Many there are who do not even hear of Atman; though hearing of Him, many do not comprehend. Wonderful is the expounder and rare the hearer; rare indeed is the experiencer of Atman taught by an able preceptor.

 

Now death introduces the world of the Spirits - the world beyond Matter- the world of Atma

 

Dr Christina Manhar of the University of Gloucester has a good study on this from which I quote below the relevant portion. 

Ātman 

 

"In the Upanishads, the term Ātman is used to designate the Self, the Ultimate Reality that is Brahman.

 
The root word
an (aniti), from which the term Ātman comes, means to breathe, to enliven, to vivify.  Therefore, the meaning of Ātman is breath, life, lifeprinciple, spirit, the vivifier. 

 

There is also another opinion that the word Ātman comes from the root word at (atati) which means to go, to walk, to wander.  This indicates movement, the wind or the moving Spirit.  Hence, the  Brahman, the Paramātman or the Supreme Spirit is

understood as the moving Spirit   (Thottakara 1998: 342).   

It is worth noticing that

        the Hebrew word ruach,

        the Greek pneuma and

        the Latin spiritus

have similar meanings. 

They refer to breath, wind, movement of air,  Gods energy, Gods strength, power and dynamic activity. 

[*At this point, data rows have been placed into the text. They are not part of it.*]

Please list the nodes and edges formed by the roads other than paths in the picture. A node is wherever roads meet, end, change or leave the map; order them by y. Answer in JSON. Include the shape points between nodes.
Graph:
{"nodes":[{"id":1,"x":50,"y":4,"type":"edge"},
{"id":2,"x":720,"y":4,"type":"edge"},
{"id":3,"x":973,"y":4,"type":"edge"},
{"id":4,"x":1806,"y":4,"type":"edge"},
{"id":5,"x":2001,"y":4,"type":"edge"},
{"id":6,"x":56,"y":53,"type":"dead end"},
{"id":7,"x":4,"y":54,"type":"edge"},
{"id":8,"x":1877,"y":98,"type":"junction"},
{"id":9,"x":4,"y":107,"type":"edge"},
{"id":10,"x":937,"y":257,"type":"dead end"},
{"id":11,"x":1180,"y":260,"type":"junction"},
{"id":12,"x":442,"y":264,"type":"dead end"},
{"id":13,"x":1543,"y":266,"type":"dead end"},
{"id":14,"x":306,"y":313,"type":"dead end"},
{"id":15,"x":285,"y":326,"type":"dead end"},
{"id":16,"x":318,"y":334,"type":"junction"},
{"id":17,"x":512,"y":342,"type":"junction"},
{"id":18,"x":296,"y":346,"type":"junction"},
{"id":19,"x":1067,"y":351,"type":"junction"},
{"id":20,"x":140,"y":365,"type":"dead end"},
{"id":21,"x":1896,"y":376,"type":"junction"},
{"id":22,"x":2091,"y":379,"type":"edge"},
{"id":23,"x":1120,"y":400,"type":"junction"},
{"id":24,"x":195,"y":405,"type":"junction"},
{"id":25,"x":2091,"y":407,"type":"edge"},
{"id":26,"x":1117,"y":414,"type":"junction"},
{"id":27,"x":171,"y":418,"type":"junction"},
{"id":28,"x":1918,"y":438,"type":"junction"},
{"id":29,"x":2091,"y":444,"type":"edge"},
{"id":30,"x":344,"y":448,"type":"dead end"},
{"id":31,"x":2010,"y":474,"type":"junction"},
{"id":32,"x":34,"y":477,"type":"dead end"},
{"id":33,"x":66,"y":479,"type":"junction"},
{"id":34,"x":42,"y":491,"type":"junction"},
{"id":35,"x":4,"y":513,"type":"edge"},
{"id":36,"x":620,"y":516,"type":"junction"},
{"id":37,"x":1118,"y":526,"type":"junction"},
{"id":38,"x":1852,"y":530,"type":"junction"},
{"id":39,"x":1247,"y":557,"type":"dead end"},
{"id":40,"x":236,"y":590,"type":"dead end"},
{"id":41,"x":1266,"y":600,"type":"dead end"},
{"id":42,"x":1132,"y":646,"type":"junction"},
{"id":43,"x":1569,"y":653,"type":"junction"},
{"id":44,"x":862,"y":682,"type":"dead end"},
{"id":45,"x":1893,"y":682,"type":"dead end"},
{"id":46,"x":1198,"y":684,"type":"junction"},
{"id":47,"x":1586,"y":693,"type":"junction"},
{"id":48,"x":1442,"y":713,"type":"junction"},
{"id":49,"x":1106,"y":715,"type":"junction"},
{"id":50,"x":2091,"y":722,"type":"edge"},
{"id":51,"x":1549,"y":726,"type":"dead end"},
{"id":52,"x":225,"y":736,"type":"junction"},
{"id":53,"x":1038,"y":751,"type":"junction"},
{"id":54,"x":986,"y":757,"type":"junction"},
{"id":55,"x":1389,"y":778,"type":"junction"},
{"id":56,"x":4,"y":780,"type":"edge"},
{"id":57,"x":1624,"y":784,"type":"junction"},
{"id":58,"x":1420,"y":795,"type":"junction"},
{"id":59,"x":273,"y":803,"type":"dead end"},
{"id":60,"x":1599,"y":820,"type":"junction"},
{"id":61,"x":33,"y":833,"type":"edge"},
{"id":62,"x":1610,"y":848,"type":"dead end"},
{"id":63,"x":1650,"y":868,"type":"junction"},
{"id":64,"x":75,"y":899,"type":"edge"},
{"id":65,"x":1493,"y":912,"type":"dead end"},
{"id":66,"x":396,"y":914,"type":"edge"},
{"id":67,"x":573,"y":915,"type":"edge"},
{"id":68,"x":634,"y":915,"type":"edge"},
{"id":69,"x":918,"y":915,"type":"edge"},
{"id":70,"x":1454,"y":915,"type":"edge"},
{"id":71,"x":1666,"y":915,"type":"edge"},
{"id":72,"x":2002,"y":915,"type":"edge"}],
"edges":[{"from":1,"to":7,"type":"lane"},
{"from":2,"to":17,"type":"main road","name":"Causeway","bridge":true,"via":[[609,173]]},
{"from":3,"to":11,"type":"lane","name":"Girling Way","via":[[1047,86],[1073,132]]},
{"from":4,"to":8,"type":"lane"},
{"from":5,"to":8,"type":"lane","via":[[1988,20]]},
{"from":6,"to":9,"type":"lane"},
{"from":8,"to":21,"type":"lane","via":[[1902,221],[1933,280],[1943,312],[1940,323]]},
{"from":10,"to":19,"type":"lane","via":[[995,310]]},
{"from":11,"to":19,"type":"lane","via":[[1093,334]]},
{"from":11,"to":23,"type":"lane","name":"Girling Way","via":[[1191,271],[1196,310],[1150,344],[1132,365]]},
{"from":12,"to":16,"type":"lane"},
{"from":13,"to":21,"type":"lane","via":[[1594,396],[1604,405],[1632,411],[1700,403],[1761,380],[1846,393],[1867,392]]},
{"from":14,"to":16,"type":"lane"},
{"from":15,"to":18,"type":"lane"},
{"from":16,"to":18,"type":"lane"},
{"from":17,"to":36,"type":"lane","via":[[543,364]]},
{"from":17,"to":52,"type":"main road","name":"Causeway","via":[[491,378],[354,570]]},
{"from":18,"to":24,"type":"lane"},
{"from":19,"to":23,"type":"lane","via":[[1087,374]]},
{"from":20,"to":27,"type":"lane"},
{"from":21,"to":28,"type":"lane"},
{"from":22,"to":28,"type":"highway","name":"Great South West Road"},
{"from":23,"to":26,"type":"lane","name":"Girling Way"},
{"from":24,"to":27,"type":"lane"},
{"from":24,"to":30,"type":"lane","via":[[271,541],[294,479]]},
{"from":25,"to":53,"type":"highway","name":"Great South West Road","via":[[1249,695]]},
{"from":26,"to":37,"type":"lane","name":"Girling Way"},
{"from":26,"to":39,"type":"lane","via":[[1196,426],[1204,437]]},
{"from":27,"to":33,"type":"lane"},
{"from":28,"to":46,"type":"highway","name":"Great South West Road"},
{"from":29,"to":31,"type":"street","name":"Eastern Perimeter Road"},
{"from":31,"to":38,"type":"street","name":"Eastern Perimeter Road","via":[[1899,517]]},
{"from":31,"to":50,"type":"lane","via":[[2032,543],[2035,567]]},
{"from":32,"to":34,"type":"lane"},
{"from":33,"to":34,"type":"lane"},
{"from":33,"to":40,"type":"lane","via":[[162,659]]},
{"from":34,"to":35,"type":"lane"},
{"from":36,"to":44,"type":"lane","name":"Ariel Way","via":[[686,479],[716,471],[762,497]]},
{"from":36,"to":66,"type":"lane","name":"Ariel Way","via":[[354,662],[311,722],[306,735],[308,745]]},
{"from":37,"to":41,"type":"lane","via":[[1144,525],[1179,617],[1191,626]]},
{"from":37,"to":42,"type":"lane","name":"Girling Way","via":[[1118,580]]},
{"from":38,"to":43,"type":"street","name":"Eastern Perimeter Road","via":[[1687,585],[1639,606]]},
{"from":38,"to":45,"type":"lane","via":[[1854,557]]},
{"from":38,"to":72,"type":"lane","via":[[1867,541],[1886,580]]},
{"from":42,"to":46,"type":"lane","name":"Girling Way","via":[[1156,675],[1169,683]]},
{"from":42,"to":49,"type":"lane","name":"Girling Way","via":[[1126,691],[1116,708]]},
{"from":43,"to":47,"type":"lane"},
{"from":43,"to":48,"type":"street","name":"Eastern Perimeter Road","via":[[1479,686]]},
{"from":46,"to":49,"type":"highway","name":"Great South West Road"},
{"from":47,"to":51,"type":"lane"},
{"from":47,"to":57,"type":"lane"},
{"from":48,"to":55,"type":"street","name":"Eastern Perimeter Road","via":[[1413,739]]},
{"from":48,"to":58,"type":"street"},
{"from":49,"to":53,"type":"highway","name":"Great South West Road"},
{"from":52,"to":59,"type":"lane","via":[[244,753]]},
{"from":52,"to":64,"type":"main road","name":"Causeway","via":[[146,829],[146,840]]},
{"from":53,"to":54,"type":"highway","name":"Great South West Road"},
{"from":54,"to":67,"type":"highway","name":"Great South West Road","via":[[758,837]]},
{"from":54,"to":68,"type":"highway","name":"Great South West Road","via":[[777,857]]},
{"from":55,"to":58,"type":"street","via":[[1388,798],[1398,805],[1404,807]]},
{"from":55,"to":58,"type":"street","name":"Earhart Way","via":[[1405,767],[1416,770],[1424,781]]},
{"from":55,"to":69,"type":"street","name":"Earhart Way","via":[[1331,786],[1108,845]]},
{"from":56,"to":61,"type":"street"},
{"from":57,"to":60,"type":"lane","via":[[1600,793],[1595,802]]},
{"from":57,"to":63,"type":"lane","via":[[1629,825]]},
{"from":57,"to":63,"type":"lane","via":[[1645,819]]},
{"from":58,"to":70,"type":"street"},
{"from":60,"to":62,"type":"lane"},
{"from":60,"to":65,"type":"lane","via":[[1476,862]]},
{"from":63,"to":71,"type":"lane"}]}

The Spirit is wind like energy. 

 

"It refers to the creative and dynamic activity of God (Heron 1983: 3-4). 

 

"Phrases such as the Spirit of the Lord, the wind of the Lord, the breath of the Lord

refer to Gods activity both at the physical and at the spiritual level. 

        The ruach of the  Lord inspired the prophets, charismatic leaders and artisans.

        The ruach of God was active in liberating the Israelites from the Egyptian bondage. 

        The ruach is lifegiving breath.

         It is the source of life (Gen 1:2; 6:17; 7:15; Gen 45:27; Judg 15:19; Ps 104:29;

Ps 33:6; Job 33:4; 27:3; Isa 42:5; Ezek 37:5ff.). 

        It is Gods own power of creation, and the power of life, which is communicated, to all created things, in heaven and on earth. 

        The Spirit is the creative and vital energy of all that lives (Moltmann 1990: 92).

 

"Ātman is also the term used to designate the human self, soul, spirit, and individual

self.  It indicates that which makes an individual to be himself, that is, the principle

of his essential personal identity (Abhishiktananda 1975, Revised ed. 1997: 102). 

 

"The term ātman is the self grammatically reflexive personal pronoun; it is the

principle which constitutes the reality of the person, his awareness of himself

(Abhishiktananda 1979, Revised ed. 1997: 61). 

 

'"In other words, the ātman or human  spirit signifies the most intimate core of the conscious being at a level beyond the  reach of sense or mind (Abhishiktananda 1974, Revised ed. 1997: 95-96). 

 

It refers to the interiority of human self and it is the central point of all reality.  Similarly, in  Vedic understanding the word ātman means breath or vital essence from which

develops the meaning of soul or self (Boyd 1977: 239). 

 

prāna

 

Also, the term prāna refers  primarily to the source of life within, and then to its diffused appearance throughout all the organs of body and mind, which are called pranah, or vital breaths, in the plural (Abhishiktananda 1974, Revised ed. 1997: 95). 

 

Here again it is worth noticing that the Hebrew term ruach also denotes the vital principle in man, his whole psychical life, though usually regarded on its higher side, as the religious origin of the usage would suggest (Robinson 1958: 20-21).  Ruach is what gives life and personality and it is what makes a creature a recognizable human being (Marriage 1989: 31).  The term pneuma like the Hebrew nephesh is synonymous with  the human soul or self or person.  

 

In Upanishadic thought ātman as real self is distinguished from the empirical self.  The

ātman as real self is the source of the three major elements of spiritual experience,

namely the sense of the real, the presence of awareness, and the extension of freedom. 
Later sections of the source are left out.